Something to think about:
We contemporary humans are natural cartographers. Each day, around the world, we make maps of our daily lives using a variety of tools: Twitter, Facebook, Instagram, Snapchat, Tiktok. We have continued to do this – I imagine we’re doing more of it – throughout this crisis. But if one were to map this inchoate world – the vast and borderless world of Pandemic Time – what would one name it? Terra Incognita? As an idea this feels insufficient somehow – to me at least. But I think the impulse to borrow from ancient Roman cartography is a useful one. Because unlike we – modern people with the knowledge of so much of the world at our fingertips – these ancient mapmakers ran into the problem of unexplored lands more frequently and so developed a lexicon to denote them. There is another phrase that cartographers used on maps of the unknown: hic sunt leones. Here be lions (or: here be danger). In the early 16th century, this idea underwent a mythical mutation when it was borrowed by European cartographers for the Hunt-Lenox Globe. There, on the southeast coast of Asia, one finds a different inscription: hic sunt dracones. Here be dragons.

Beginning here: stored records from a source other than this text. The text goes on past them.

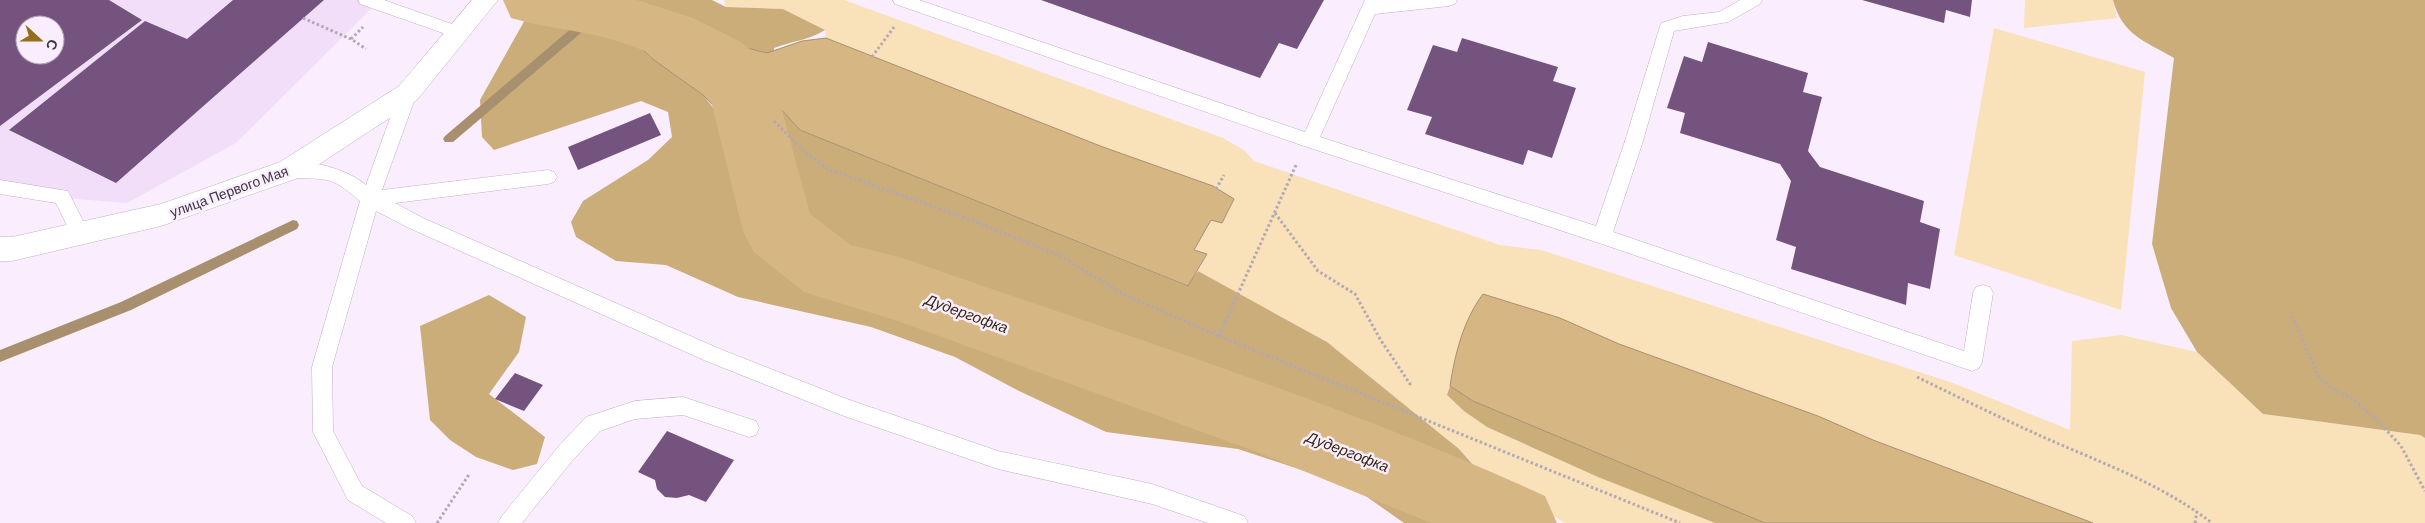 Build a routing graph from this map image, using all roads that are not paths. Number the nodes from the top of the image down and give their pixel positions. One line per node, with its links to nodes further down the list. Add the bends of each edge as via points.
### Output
1 (366, 0): 7 (lane)
2 (486, 0): 7 (main road, улица Первого Мая)
3 (901, 0): 9 (lane)
4 (1449, 0): 6 (lane)
5 (1754, 0): 15 (lane, via 1722,18 1667,27)
6 (1370, 4): 9 (lane)
7 (460, 33): 8 (main road, улица Первого Мая)
8 (408, 93): 10 (main road, улица Первого Мая); 13 (lane)
9 (1310, 141): 15 (lane)
10 (289, 170): 13 (lane, via 329,173 352,183); 14 (main road, улица Первого Мая, via 161,215)
11 (548, 177): 13 (lane)
12 (0, 187): 14 (lane, via 62,196)
13 (370, 199): 19 (lane, via 322,367 323,432 355,493); 21 (lane, via 416,223 713,355 844,406 998,460 1152,494)
14 (80, 233): 16 (main road, улица Первого Мая)
15 (1602, 236): 17 (lane, via 1972,362)
16 (0, 249)
17 (1983, 293)
18 (749, 428): 20 (lane, via 683,406 635,410 593,424)
19 (405, 523)
20 (508, 523)
21 (1237, 523) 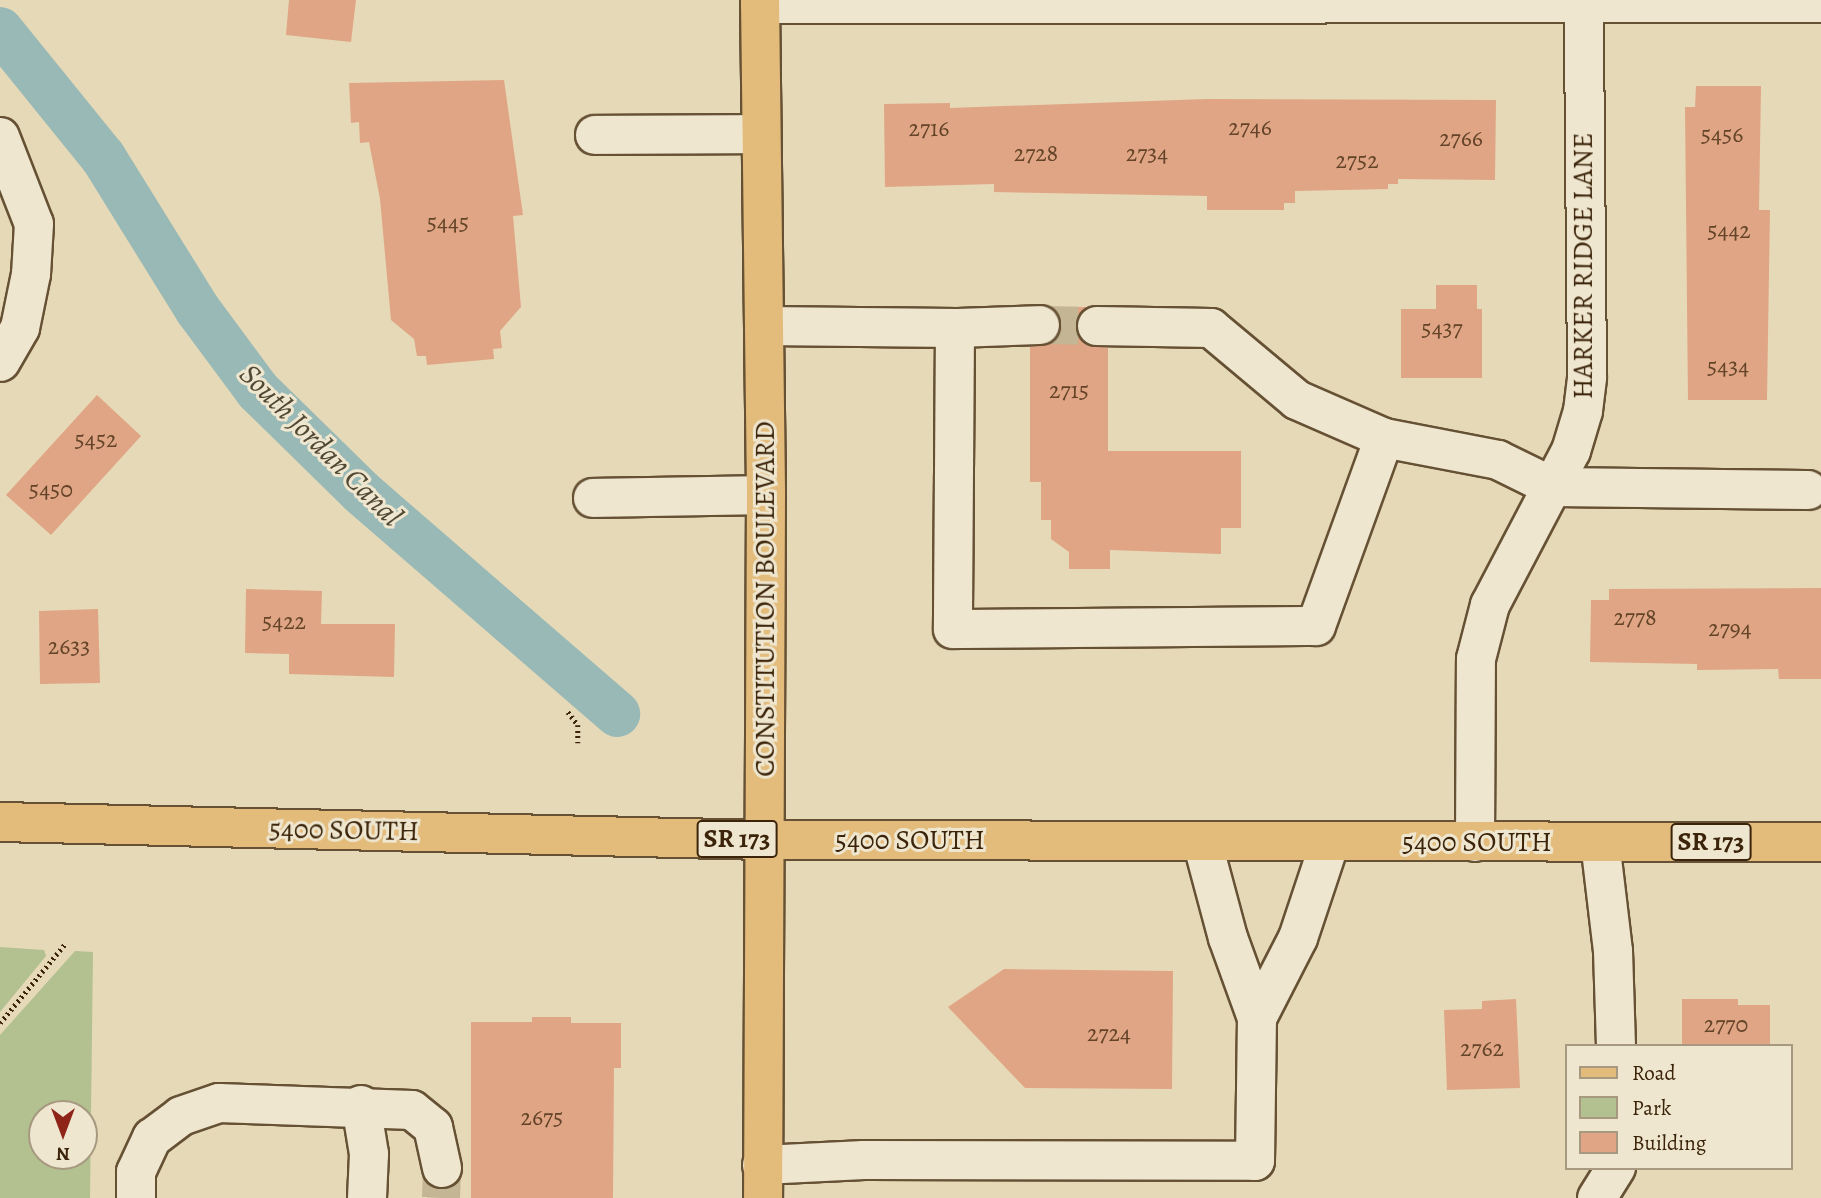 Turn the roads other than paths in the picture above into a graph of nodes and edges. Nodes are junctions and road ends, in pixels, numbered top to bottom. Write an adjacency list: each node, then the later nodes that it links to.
1 (760, 2): 2 (street); 4 (main road, CONSTITUTION BOULEVARD)
2 (1584, 2): 3 (street); 13 (street, HARKER RIDGE LANE)
3 (1821, 3)
4 (761, 134): 5 (street); 8 (main road, CONSTITUTION BOULEVARD)
5 (595, 135)
6 (0, 137): 11 (street)
7 (1040, 325): 10 (street)
8 (764, 326): 10 (street); 15 (main road, CONSTITUTION BOULEVARD)
9 (1097, 326): 12 (street)
10 (955, 328): 12 (street)
11 (0, 362)
12 (1384, 438): 13 (street)
13 (1553, 487): 14 (street); 21 (street, HARKER RIDGE LANE)
14 (1808, 491)
15 (766, 495): 16 (street); 18 (main road, CONSTITUTION BOULEVARD)
16 (593, 499)
17 (0, 822): 18 (main road, 5400 SOUTH / SR 173)
18 (765, 840): 19 (main road, 5400 SOUTH / SR 173); 29 (main road, CONSTITUTION BOULEVARD)
19 (1202, 841): 20 (main road, 5400 SOUTH / SR 173); 24 (street)
20 (1330, 842): 21 (main road, 5400 SOUTH / SR 173); 24 (street)
21 (1475, 842): 22 (main road, 5400 SOUTH / SR 173)
22 (1600, 842): 23 (main road, 5400 SOUTH / SR 173); 25 (street)
23 (1821, 842)
24 (1257, 1018): 29 (street)
25 (1616, 1044)
26 (361, 1105): 27 (street); 30 (street); 31 (street)
27 (442, 1168)
28 (1615, 1170): 32 (street)
29 (763, 1181)
30 (136, 1198)
31 (367, 1198)
32 (1597, 1198) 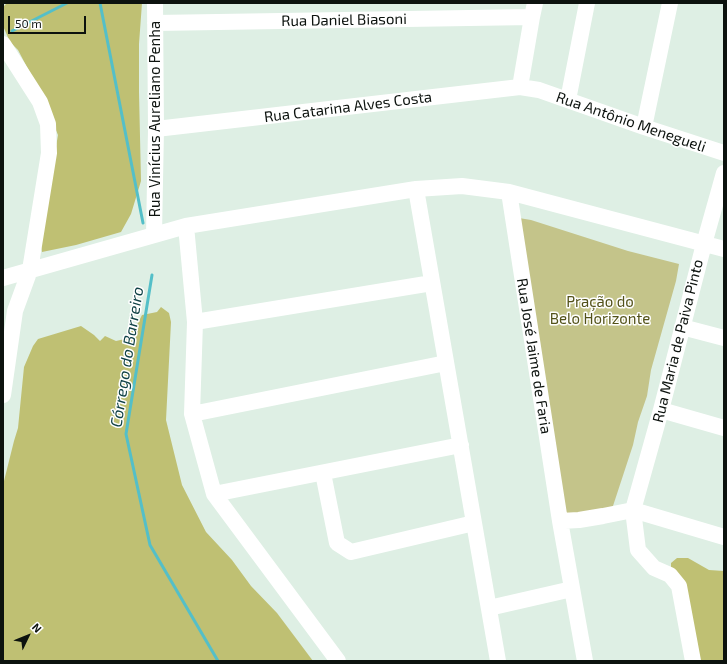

As I write this – the dead are nearing 800,000. Of the living, over 19 million have contracted the virus. There are those who have recovered – 13 million of them– but scores of them, on online forums, mark their post-virus lives as terrains of damage, of suffering, and of psychological unease. We are many months in, with no vaccine, and no end in sight. And let’s not forget the myriad other singularities of 2020: the explosion in Beirut; the billion-locust plague destroying East African crops; another plague, both old and new – the plague of anti-Blackness; the 4,000 year old Canadian ice shelf that just melted into the Arctic; and the bushfires that destroyed 18 million hectares of Australian land, and a billion of its animals.
To brood over this – this incineration of life– is to see that here be dragons indeed.
It is August now. And for the moment – perhaps by crossing time zones or swapping one clime for another (the wet and heavy heat of Virginia, for the more charitably cool Kampala)– time has returned to me. (Or maybe, if I may borrow from the Polish writer Bruno Schulz, I am once more aware of “the passage of (my) own private time.”)
Speaking of writers, I can’t help but also think of the Argentine Borges who, in 1941, wrote an essay about time (“Circular Time”). Writes Borges: “I tend to return eternally to the Eternal Return.” There’s a larger point to be gleaned here, and I’ll come to it later, but I’ve been thinking about Schulz and Borges because I’ve been reading (as well as thinking about) books. Earlier, I mentioned how we contemporary humans map our lives, map time, using social media. But our ancestors mapped their lifetimes with the tools of their time. I’m not thinking of history books, but of art and literature. To understand something of a Nigerian woman’s experience of the 20th century, one could read history books, sure, but one could also read Buchi Emecheta (perhaps beginning with The Slave Girl, a novel set in Nigeria during the time of the Spanish Flu). Similarly, to fathom the ways in which apartheid deformed both its victims and its perpetrators, one would do well to go beyond the history books, and to step into the work of Nadine Gordimer. A year ago, reading Thomas Mofolo’s works for the first time, I wondered what they might tell us about the Basotho of that age. History is a map of time, but so is literature.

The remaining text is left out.